Our leaders have loose tongues

2015-04-26 16:00

The current wave of xenophobic violence has caught most South Africans by surprise. But the confusion and the search for answers has led to all manner of irresponsible and puerile pronouncements by leaders trying to make sense of the situation.

It is perhaps understandable that the theories and explanations are varied, and often contradictory, because there are no identifiable leaders of xenophobia.

There’s no trace of anyone who authorities can speak to about why foreign nationals were attacked, and why now.

So it is a season of blame and passing the buck. Zulu king Goodwill Zwelithini, whose comments that foreigners should pack their bags and go home were followed by violent days, has the temerity to blame the media, saying they should also be investigated by the Human Rights Commission.

We were also treated to a chilling and childish boast by the king that the country would have been reduced to ashes if he had incited people to attack foreigners.

President Jacob Zuma blames the media for carrying images that make South Africa look bad, saying they were creating the wrong impression that the whole country was ablaze. There is nothing surprising in this as our politicians are wont to kill the messenger, not the message.

But the mind-boggling and disappointing response came from our Speaker and national ANC chairperson Baleka Mbete, who said the xenophobic violence “was part of an evil programme to discredit South Africa in the international community”.

Mbete said the ANC would leave no stone unturned to expose those behind this “programme”. She said the idea of all this was to have the world condemn South Africa at a time when it was beginning to address its core challenges.

Mbete was joined by State Security Minister David Mahlobo, who said the attacks on foreigners and the defacement of statues were coordinated.

But Mbete is no stranger to these kind of comments. In April last year, while addressing the Progressive Professionals’ Forum, Mbete said opposition parties were colluding with “tentacles” from outside South Africa to unseat the ANC.

It is becoming harder to take Mbete seriously.
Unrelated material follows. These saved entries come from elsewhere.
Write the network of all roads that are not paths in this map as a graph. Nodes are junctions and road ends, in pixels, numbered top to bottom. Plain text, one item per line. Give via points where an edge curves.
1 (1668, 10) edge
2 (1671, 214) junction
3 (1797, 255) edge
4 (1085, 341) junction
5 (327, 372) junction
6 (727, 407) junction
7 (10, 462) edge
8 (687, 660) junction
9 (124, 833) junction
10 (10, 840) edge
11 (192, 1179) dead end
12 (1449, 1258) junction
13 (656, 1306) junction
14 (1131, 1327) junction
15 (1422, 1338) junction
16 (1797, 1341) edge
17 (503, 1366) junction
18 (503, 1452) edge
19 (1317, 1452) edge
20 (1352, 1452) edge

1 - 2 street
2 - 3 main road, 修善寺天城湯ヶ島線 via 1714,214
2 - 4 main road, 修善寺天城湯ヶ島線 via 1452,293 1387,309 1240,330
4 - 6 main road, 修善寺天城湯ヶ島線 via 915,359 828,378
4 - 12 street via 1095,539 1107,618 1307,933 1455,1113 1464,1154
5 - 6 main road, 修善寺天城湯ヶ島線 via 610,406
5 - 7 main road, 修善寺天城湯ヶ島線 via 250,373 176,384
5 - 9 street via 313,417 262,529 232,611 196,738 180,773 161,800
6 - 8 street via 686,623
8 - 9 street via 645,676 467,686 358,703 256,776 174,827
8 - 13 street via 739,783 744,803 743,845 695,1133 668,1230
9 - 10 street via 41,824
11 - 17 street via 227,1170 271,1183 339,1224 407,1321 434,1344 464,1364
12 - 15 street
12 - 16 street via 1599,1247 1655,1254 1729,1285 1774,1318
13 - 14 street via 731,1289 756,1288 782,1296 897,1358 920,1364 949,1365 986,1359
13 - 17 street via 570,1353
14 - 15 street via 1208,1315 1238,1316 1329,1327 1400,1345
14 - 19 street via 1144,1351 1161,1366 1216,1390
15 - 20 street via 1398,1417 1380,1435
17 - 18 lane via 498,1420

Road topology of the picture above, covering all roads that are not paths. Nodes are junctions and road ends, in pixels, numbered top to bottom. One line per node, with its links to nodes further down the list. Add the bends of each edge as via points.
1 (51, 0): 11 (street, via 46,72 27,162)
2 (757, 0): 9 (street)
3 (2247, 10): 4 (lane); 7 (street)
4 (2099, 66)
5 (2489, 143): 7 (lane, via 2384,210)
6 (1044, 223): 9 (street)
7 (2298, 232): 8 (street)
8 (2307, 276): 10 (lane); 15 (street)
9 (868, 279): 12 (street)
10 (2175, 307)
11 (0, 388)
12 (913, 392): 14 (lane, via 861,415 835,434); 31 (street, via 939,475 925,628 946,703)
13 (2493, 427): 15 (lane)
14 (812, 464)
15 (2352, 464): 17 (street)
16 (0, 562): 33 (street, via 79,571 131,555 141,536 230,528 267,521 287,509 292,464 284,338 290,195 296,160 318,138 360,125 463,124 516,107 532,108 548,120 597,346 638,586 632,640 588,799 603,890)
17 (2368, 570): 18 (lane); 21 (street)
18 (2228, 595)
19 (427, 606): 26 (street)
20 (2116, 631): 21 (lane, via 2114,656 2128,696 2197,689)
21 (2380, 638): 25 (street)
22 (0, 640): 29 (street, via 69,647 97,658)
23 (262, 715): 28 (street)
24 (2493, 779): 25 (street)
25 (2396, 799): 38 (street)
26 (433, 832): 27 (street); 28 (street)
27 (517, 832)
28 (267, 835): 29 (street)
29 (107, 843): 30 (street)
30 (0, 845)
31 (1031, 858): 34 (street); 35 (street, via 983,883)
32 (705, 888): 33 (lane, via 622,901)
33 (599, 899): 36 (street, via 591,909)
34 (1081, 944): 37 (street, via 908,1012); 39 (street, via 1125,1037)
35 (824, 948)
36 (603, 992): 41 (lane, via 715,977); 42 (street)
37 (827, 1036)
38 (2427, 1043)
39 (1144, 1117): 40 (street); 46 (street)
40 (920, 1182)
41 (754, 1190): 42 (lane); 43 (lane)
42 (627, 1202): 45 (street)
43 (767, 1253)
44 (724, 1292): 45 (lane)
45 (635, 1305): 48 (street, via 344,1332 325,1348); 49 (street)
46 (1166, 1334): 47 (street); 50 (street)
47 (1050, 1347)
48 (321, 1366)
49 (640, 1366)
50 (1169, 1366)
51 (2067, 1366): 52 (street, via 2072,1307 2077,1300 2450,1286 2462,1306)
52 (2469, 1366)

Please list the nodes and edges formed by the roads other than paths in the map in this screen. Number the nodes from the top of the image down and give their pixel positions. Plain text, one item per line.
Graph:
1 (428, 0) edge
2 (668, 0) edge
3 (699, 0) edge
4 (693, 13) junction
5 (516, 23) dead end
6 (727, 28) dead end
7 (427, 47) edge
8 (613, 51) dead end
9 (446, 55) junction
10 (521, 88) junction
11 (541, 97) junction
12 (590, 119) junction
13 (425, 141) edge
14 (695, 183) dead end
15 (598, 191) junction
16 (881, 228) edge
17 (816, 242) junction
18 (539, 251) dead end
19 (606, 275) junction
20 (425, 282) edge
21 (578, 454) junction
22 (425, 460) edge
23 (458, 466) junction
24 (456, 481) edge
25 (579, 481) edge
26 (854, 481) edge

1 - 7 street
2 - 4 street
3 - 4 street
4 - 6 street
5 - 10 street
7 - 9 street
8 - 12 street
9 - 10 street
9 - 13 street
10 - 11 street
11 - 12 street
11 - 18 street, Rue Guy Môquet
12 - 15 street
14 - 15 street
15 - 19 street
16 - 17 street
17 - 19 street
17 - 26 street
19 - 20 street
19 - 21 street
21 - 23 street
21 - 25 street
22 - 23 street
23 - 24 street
She clearly lives in a world of paranoia, in which the ANC and government are fending off imaginary evil forces.

For a leader who has declared herself available to be president of the country, one shudders to imagine the kind of country South Africa would be under her leadership.

Her remarks are not only emotive, but can undermine the genuine efforts to understand and address the factors that give rise to xenophobia.

An analysis of what happened in 2008 and the lessons learnt are a good start. It is clear that when we unleash the might of our police and army, government can quell the violence for a while. But the underlying factors still need to be addressed. There is no doubt that there is deep-seated anger in our communities that has yet to be understood.

We should not take lightly the fact that when leaders go out to residents to speak to them about not being xenophobic, what people raise are issues of unemployment and poverty.

The Somalis who run spazas in our communities are not rich, but they eke out a living and have the dignity of a job. With each election race, all political parties promise to create more jobs, but the unemployment situation is not getting any better.

Being trapped in relative poverty while watching a new black middle class grow is leading to untold desperation among millions of South Africans living in townships and rural areas.

The violence on fellow Africans is an outlet for this anger, and the hate speech by irresponsible leaders only fuels the fire.

We cannot have leaders making xenophobic statements about there being too many foreigners in South Africa, that they take our jobs and women, and then be surprised at the violent consequences that follow these utterances.